**TASK DESCRIPTION:** Your job is to copy the lines from the material that include "Schulstraße".

**DATA TO EXAMINE:**
== Segment start ==
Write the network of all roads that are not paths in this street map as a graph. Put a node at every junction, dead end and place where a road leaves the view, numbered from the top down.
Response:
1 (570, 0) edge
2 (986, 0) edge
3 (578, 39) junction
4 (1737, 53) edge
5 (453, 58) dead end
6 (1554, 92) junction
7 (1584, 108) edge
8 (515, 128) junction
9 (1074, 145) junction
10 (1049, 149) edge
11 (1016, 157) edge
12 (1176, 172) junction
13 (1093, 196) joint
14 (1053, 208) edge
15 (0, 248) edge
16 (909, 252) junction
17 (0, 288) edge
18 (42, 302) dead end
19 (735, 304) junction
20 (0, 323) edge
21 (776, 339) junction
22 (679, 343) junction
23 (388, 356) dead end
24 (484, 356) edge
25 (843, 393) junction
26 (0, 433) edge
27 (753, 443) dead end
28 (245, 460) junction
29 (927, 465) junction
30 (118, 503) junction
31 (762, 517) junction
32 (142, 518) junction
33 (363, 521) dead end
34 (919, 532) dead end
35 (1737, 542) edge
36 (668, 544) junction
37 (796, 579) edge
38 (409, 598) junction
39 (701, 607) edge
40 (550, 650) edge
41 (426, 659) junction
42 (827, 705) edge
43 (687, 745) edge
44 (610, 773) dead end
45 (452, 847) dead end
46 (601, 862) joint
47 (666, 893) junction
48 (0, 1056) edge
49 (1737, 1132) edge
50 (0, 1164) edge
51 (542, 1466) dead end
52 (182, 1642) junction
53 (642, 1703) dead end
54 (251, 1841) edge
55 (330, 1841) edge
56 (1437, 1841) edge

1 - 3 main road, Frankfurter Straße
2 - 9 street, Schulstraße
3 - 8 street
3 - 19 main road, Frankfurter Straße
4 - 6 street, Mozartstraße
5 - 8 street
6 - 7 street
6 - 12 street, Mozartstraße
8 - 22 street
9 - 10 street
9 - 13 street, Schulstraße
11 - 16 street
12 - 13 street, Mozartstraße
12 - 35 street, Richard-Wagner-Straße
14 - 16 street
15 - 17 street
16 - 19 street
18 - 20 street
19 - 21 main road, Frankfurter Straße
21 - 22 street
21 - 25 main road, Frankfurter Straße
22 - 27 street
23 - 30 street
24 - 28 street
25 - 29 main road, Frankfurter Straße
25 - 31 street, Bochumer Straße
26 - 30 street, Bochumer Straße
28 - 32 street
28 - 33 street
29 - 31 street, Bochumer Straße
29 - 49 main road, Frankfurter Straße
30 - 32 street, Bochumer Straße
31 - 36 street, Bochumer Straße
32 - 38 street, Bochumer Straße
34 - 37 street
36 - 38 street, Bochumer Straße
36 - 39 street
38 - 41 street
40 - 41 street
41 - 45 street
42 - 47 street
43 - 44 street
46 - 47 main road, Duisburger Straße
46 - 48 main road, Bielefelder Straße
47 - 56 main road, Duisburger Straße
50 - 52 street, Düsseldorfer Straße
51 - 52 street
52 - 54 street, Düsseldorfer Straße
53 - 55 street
== Segment end ==
**RESULT FOR THIS TASK:**
2 - 9 street, Schulstraße
9 - 13 street, Schulstraße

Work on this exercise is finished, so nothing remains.